FAST-GROWING GOVERNMENT AID FILLS THE GAP . . .
Since 2000, the U.S. population has grown about 15%, but the number of people receiving food stamps (formally known as the Supplemental Nutrition Assistance Program) has climbed 157%. Medicaid enrollment has doubled.
STATES RAISE THE MINIMUM WAGE
While the federal minimum wage hasn’t budged from $7.25 an hour since 2009, many state-specified floors are significantly higher–and are slated to keep rising.
BUT LARGESSE IS IN DOUBT
In April, Agriculture secretary Sonny Perdue told senators he wants SNAP’s food stamps administered “more efficiently and effectively.” It’s anyone’s guess how Congress and the Trump administration will resolve health policy, but Medicaid cuts are an important part of many reform plans.

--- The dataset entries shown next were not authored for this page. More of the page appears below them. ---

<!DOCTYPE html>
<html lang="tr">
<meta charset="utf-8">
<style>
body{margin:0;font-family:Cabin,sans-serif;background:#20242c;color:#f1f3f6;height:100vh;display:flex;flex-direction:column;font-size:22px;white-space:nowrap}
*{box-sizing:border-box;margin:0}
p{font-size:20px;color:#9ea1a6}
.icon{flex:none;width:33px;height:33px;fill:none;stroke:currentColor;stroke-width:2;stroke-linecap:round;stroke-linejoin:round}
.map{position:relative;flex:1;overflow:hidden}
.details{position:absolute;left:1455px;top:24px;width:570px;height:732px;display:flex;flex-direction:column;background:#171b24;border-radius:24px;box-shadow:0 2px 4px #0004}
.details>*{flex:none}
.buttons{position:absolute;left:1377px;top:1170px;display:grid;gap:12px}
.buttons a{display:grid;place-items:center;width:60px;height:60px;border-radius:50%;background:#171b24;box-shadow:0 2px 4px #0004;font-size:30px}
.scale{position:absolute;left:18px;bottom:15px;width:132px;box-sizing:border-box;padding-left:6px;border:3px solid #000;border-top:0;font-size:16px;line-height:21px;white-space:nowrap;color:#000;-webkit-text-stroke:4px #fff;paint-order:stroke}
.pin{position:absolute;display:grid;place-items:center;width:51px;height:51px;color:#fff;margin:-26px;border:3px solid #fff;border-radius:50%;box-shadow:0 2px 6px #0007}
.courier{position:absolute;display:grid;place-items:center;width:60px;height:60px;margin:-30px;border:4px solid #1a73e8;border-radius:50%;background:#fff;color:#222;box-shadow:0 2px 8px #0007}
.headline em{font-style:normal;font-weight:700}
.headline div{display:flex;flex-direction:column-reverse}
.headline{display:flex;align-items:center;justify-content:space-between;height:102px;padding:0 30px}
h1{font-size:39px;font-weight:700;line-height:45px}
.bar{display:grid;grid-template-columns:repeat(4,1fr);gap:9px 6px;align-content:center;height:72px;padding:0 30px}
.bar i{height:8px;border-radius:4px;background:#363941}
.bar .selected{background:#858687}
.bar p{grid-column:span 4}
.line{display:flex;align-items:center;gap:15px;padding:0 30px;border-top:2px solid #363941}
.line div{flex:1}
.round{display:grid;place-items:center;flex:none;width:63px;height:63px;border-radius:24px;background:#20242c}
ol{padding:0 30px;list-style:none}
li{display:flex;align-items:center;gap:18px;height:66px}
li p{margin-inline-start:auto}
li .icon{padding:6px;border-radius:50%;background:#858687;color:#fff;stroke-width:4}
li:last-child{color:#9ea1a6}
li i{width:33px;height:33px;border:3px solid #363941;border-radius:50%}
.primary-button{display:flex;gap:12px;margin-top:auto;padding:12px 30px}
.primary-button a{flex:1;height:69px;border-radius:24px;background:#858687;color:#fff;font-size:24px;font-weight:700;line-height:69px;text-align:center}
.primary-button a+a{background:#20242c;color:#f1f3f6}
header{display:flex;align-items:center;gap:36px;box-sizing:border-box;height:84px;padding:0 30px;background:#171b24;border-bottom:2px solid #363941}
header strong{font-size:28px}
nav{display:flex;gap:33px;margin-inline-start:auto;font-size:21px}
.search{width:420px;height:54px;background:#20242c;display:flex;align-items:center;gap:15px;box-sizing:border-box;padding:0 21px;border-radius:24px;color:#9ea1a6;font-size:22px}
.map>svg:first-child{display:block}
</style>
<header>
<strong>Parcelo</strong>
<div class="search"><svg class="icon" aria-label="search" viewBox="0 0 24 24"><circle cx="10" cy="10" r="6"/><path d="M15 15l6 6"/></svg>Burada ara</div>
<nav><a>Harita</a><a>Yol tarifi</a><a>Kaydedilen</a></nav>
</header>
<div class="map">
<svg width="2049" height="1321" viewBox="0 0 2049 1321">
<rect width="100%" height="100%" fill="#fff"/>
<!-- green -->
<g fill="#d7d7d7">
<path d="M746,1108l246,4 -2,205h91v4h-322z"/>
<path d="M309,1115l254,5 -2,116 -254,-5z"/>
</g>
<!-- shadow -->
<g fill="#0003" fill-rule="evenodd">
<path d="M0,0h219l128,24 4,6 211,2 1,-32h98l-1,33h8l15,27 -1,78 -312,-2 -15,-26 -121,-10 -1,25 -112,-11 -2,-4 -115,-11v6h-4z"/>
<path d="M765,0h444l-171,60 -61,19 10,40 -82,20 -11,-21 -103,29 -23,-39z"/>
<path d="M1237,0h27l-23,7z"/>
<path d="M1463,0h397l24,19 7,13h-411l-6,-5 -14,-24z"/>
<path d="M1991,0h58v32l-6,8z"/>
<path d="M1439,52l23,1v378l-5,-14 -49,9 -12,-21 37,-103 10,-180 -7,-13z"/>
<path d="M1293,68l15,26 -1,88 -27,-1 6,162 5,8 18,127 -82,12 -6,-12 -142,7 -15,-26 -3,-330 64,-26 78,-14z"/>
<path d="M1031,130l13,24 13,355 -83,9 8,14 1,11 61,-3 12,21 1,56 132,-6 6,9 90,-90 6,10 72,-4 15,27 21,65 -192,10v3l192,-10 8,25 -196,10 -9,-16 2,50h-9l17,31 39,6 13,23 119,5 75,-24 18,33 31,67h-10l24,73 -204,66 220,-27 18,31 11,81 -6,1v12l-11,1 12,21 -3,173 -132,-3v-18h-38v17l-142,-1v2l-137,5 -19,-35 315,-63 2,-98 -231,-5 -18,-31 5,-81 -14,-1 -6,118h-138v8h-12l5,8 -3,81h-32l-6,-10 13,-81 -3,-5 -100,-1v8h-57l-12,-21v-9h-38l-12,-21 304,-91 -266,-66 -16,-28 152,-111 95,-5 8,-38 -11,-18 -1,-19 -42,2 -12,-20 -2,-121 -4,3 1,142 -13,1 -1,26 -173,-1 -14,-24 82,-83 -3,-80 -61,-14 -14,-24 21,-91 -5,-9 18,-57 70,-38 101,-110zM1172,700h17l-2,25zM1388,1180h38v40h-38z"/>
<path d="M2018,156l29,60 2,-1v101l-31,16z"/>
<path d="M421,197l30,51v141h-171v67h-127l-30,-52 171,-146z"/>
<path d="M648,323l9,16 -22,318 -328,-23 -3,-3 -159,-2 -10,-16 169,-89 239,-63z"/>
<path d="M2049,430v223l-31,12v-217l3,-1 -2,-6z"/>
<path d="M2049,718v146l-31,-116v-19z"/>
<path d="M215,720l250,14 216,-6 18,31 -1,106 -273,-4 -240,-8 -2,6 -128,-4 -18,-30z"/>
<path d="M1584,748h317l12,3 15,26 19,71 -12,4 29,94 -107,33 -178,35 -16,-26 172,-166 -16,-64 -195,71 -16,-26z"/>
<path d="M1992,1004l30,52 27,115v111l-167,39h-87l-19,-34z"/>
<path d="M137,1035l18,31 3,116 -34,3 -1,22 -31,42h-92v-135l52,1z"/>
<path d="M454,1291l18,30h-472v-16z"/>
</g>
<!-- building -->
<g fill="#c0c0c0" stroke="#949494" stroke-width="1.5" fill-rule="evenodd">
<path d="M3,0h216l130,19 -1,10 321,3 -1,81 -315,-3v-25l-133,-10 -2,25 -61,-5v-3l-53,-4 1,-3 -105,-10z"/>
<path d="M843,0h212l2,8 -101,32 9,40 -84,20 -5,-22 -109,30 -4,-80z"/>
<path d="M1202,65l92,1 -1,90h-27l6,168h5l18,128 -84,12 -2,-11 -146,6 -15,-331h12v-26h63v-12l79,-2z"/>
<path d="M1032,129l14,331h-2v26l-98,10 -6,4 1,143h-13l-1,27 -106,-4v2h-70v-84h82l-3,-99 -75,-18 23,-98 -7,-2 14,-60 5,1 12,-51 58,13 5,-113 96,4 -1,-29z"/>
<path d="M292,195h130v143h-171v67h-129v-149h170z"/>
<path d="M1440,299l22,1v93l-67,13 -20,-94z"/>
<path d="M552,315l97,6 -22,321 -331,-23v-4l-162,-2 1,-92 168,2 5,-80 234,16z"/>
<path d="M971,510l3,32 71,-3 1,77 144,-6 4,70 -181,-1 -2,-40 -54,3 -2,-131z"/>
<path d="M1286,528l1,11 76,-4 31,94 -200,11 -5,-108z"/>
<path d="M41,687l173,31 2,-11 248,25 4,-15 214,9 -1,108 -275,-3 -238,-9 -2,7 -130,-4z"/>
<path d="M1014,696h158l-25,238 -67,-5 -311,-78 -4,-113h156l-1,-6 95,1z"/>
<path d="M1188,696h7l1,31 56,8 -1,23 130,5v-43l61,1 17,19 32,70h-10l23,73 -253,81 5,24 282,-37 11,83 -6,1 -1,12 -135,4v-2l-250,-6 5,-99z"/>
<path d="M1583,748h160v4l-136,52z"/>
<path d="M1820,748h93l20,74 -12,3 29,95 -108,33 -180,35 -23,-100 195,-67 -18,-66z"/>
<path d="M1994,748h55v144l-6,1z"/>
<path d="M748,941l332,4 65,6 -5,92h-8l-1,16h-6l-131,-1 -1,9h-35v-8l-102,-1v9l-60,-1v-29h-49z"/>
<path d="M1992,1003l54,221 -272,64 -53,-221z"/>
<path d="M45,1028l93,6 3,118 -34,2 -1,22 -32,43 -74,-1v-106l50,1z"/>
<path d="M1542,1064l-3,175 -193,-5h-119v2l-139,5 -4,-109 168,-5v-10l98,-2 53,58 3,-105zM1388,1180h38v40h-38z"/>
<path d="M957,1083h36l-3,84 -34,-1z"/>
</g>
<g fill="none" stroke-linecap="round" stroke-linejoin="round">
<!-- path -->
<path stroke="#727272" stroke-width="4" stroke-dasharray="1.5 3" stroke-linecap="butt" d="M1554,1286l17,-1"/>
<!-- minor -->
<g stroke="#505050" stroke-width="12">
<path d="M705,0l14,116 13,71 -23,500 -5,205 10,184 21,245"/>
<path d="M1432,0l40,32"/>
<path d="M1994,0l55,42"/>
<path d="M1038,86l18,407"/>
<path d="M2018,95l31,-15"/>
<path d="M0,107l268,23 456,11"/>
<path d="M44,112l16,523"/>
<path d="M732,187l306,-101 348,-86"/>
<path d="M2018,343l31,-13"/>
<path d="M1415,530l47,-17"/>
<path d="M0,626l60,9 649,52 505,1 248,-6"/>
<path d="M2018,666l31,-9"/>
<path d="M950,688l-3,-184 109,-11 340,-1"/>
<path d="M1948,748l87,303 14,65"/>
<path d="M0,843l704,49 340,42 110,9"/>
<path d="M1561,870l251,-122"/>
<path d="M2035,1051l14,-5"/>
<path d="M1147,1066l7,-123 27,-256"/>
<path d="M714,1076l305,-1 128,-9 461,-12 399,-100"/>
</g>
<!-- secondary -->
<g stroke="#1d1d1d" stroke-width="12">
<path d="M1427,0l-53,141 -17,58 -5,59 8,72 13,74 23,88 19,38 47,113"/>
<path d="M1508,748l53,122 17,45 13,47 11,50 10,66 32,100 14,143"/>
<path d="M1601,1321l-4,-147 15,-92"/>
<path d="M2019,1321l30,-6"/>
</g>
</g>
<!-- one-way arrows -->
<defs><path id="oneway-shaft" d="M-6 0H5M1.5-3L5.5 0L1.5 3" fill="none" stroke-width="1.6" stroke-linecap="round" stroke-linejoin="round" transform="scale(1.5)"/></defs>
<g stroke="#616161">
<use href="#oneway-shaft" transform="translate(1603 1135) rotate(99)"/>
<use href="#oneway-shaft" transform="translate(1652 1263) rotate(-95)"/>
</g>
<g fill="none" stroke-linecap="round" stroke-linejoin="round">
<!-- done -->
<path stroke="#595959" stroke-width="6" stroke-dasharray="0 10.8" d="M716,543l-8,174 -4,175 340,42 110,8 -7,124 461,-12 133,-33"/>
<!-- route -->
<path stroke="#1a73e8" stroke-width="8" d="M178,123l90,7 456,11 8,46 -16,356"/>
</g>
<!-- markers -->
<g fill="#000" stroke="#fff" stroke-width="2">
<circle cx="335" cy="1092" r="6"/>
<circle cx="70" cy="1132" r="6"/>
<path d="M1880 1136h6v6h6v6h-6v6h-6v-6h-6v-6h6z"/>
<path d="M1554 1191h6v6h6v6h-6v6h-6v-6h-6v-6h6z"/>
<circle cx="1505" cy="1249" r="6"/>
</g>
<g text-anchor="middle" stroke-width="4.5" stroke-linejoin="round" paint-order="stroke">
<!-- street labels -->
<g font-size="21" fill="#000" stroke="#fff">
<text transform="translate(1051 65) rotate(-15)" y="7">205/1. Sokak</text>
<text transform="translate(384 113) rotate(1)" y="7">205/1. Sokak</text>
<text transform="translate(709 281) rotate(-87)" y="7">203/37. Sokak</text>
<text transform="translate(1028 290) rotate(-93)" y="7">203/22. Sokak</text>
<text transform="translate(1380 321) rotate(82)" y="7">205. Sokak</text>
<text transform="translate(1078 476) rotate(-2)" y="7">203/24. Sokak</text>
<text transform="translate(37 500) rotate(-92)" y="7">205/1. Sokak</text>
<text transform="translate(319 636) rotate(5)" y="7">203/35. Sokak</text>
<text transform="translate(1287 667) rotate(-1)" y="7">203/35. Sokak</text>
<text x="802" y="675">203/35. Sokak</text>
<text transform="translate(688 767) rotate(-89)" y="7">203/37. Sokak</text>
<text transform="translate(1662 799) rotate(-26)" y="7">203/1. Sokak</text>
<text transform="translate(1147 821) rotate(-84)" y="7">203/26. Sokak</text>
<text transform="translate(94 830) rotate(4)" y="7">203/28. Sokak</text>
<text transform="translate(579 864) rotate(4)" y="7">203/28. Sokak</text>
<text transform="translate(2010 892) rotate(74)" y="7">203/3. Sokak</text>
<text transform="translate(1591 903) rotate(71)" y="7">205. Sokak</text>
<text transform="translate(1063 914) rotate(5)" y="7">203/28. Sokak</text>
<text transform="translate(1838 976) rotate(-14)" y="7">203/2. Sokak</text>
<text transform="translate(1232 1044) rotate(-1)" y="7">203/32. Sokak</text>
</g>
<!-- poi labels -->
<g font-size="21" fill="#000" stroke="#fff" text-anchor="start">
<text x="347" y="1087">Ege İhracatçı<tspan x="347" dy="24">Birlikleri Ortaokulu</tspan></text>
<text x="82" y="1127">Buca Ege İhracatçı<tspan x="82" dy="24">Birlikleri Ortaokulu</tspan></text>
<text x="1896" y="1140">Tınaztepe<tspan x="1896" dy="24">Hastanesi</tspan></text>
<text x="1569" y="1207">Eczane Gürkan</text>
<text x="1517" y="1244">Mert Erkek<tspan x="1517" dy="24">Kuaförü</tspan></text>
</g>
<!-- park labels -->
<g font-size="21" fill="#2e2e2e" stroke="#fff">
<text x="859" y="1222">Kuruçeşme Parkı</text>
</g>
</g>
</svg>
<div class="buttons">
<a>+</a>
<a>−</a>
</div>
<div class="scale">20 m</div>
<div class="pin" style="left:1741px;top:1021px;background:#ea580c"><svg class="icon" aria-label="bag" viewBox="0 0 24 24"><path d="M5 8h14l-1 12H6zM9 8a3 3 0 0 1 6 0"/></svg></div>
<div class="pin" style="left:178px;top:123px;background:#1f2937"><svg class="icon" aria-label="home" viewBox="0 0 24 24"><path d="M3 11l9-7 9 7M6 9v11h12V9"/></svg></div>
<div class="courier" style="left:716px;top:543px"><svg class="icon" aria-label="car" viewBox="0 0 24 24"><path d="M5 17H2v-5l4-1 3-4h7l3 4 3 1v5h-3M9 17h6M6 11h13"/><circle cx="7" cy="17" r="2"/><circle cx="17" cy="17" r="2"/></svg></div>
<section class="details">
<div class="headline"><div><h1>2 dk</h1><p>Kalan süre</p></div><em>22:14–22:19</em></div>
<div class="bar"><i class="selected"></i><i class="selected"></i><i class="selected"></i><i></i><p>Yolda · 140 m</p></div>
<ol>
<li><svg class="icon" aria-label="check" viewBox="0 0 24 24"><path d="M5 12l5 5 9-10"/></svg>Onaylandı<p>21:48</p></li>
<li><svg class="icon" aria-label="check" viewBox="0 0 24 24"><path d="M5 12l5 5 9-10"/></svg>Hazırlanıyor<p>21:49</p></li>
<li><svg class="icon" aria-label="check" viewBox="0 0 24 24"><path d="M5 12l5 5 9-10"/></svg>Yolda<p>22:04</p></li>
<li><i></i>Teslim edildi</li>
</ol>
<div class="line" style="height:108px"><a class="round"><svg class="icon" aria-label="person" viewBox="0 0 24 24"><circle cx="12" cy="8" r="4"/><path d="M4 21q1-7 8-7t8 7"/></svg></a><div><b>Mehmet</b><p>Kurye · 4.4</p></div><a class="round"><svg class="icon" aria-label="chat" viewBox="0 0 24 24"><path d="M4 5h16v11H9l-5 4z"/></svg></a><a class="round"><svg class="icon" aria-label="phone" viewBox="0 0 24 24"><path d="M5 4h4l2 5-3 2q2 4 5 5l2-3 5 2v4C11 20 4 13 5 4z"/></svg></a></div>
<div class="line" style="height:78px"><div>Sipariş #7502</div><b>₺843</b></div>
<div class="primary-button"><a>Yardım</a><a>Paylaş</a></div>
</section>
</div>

Retailers file patents so rarely that the U.S. Patent Office doesn’t publicly track them as a distinct industry. The big exception is Amazon, which has won nearly 5,000 patents since 1994. Its inventions range from organizing search-engine results to ensuring that warehouse robots don’t bump into human workers.
MEANWHILE, RETAIL PRODUCTIVITY HAS STALLED
Like much of the U.S. economy, retailing has faced dwindling growth in output per worker, i.e., productivity. One big exception: online retailing, where increased efficiency yields rich payoffs. Bad news for the brick-and-mortar retailers, where the problem is.
PRIVATE EQUITY DEALS CREATE DEBT WORRIES . . .
PetSmart. Neiman Marcus. J. Crew. These retailers have gone private or recapitalized via private equity deals, taking on extra debt. When operations thrive, debt gets paid and investors win. But the current climate threatens to push retailers into a debt-driven death spiral.
LEADING TO A SURGE IN CHAPTER 11 AND CLOSINGS
At least 12 retailers have announced sizable store-closing plans since the start of 2017. As of May 5, 19 retailers have sought Chapter 11 bankruptcy protection from creditors this year, already surpassing the number of filings (18) for full-year 2016.